Qué habrá sentido Martín Nolfi al enterarse que un delincuente que dejó en la calle asesinó a un joven de 17 años. Malviviente que no debería haber estado disfrutando de la libertad cuando tendría que estar preso por delincuente. Si no hubiese sido por su decisión, Lucas Cancino seguiría vivo, y no hubiese sido asesinado por culpa de su garantismo. Nolfi es responsable del asesinato de Lucas, al igual que un Estado que sigue sin dar respuestas en materia de seguridad.

El 8 de junio de 2020, Nazareno Juan Cruz Mejías, alias “Convulsión”, de 20 años, salió a robar junto a un cómplice en Quilmes con un arma de fuego. Ambos vieron a un hombre que salía de su domicilio a bordo de una moto Yamaha XTZ 125.

En ese momento, lo interceptaron, lo amenazaron con matarlo, le robaron el rodado y huyeron. A los pocos días, Mejías fue detenido.

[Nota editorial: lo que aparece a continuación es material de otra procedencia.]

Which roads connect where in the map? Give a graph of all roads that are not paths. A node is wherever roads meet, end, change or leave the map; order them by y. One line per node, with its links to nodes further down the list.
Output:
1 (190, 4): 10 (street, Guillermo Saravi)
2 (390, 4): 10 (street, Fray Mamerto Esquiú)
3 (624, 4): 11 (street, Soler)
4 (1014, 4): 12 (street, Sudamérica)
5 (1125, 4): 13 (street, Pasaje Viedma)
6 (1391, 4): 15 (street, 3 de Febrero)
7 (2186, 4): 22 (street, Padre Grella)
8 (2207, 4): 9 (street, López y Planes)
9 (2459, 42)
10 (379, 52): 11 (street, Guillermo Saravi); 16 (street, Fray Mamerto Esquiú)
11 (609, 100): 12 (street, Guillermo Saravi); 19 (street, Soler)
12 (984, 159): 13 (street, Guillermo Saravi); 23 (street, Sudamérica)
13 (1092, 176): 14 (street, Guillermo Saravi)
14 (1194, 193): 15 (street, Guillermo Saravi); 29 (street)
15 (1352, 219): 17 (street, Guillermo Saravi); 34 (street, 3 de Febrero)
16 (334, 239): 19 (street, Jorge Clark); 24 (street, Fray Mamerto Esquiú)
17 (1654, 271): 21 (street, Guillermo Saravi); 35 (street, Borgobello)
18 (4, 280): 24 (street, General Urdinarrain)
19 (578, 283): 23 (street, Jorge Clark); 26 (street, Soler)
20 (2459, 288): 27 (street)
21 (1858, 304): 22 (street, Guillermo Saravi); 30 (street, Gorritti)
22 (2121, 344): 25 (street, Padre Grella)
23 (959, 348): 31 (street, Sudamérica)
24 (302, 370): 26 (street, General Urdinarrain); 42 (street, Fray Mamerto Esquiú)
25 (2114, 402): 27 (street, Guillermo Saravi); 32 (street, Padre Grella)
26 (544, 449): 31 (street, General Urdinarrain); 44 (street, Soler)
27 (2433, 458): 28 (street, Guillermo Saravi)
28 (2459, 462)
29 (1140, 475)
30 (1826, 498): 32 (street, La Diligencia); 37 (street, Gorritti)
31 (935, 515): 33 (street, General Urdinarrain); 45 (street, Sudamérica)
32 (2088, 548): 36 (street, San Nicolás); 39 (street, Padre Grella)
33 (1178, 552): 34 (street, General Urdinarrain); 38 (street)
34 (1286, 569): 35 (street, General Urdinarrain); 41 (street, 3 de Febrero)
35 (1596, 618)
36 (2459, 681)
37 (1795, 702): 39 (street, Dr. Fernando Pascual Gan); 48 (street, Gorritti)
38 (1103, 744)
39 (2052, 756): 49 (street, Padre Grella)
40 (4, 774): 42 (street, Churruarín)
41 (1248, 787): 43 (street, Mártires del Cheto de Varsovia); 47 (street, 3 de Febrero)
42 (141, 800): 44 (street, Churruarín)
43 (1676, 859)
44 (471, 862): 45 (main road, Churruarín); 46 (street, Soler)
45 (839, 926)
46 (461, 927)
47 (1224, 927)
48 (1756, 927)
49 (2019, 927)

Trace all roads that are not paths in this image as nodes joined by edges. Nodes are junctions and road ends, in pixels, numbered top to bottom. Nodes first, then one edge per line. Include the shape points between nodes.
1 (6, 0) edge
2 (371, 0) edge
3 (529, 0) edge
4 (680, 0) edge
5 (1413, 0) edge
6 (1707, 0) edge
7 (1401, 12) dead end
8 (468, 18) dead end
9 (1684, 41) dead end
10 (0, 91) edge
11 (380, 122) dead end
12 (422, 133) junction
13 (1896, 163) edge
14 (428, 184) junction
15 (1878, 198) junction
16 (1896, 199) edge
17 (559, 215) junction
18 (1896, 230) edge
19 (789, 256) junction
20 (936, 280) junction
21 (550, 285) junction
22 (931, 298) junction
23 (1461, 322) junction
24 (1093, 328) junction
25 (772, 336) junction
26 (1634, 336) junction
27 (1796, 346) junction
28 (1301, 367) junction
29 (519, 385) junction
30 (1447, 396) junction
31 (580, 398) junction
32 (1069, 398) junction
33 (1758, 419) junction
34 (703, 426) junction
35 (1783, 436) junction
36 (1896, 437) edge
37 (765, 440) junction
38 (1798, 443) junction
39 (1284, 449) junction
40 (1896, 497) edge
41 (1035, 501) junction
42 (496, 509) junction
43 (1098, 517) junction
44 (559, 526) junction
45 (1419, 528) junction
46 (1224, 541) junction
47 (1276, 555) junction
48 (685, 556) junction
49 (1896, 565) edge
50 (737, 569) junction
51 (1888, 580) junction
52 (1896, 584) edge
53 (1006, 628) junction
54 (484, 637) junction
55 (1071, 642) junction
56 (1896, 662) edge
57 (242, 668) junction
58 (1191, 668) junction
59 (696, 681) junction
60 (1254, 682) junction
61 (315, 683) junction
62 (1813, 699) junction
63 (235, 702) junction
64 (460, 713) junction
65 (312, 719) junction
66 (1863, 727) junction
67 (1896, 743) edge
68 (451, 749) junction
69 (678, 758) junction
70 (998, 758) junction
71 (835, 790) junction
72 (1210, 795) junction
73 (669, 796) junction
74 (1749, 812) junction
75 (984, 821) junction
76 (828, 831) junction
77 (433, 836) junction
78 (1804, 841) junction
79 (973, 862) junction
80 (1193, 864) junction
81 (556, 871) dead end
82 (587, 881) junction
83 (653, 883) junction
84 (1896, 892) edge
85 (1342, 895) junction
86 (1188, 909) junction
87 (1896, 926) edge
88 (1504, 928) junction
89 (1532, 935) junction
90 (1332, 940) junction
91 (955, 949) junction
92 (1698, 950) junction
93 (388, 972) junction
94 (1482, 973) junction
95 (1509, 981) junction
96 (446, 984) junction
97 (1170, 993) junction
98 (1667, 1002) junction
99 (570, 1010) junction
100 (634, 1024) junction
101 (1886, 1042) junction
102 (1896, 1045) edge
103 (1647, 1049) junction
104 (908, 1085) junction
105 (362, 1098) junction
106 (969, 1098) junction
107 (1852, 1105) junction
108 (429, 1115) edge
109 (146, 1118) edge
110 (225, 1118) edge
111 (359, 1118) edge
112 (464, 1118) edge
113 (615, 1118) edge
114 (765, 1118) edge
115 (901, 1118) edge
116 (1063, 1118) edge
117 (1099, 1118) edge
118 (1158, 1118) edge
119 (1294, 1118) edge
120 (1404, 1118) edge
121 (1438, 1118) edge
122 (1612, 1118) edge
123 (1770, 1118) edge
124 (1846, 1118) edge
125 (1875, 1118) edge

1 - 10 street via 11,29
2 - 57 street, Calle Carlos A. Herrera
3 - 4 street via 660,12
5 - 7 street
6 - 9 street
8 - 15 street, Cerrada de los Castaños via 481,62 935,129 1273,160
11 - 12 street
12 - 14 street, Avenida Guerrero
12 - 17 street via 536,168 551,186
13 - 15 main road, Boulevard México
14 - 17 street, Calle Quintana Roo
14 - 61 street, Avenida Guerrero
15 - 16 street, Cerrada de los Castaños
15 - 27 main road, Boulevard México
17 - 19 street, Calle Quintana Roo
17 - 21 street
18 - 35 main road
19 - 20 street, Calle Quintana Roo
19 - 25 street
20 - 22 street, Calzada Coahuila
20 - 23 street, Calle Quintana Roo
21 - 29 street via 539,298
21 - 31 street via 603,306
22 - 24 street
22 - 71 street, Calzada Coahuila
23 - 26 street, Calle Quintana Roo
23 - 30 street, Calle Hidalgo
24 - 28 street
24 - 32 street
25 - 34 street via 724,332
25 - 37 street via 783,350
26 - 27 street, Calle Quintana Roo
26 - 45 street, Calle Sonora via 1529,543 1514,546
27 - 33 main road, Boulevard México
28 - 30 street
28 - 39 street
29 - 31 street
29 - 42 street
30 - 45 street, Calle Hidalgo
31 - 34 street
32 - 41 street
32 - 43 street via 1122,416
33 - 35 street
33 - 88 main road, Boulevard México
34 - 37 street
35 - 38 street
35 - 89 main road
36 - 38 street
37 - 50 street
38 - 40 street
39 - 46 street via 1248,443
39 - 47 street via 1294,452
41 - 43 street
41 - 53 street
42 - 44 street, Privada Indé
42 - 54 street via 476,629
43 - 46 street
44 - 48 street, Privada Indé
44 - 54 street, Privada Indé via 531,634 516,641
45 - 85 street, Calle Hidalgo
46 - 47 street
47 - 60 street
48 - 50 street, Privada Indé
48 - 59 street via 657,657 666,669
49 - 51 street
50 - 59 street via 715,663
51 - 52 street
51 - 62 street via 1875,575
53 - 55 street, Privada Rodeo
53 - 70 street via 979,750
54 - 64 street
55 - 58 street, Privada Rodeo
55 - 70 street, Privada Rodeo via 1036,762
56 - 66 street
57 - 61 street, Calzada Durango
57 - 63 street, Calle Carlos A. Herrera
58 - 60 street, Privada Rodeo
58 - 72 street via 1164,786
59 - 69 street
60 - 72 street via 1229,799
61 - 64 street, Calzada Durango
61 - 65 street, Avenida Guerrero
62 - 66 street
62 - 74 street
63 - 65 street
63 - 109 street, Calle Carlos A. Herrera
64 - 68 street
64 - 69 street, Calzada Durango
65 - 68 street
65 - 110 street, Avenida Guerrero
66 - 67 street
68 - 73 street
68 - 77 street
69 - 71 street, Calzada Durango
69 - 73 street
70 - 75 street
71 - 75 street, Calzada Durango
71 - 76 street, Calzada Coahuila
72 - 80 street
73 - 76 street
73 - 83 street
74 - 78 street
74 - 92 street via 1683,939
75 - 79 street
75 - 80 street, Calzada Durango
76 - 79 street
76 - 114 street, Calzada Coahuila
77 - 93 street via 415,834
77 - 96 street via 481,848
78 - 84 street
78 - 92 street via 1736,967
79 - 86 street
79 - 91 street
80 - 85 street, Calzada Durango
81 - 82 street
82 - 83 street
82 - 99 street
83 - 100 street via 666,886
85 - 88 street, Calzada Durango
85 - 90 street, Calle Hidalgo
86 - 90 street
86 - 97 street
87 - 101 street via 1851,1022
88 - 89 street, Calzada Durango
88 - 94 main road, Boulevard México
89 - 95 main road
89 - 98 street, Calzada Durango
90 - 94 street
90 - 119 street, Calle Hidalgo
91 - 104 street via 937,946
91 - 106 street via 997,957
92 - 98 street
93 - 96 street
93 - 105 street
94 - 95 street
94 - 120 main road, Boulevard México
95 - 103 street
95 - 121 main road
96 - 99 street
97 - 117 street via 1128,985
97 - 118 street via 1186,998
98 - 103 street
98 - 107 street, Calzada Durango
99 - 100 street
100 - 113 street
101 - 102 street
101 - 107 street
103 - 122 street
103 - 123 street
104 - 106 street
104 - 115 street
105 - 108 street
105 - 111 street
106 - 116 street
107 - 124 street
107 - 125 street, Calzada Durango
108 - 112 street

La causa del 8 de junio de 2020 contra Mejías quedó en manos del fiscal Leonardo Sarra de la UFI Nº2 de Quilmes, quien lo acusó del delito de robo agravado de vehículo dejado en la vía pública con un arma no apta para disparar. El juez de garantías Nº2 de Quilmes, Martín Nolfi, tras ver la acusación y que la pena en expectativa era, como máximo, excarcelable, lo liberó.

El garantismo de Nolfi liberó a un asesino que semanas después terminó matando a un joven inocente que en su bicicleta iba al colegio. Para Nolfi, y su garantismo, la vida de una persona vale una bicicleta.

Ojalá, Nolfi pueda mirar a su familia con la conciencia de una persona de bien. Lamentablemente, su conciencia –si es que tiene- quedará marcada con otra muerte gracias a jueces que liberan asesinos.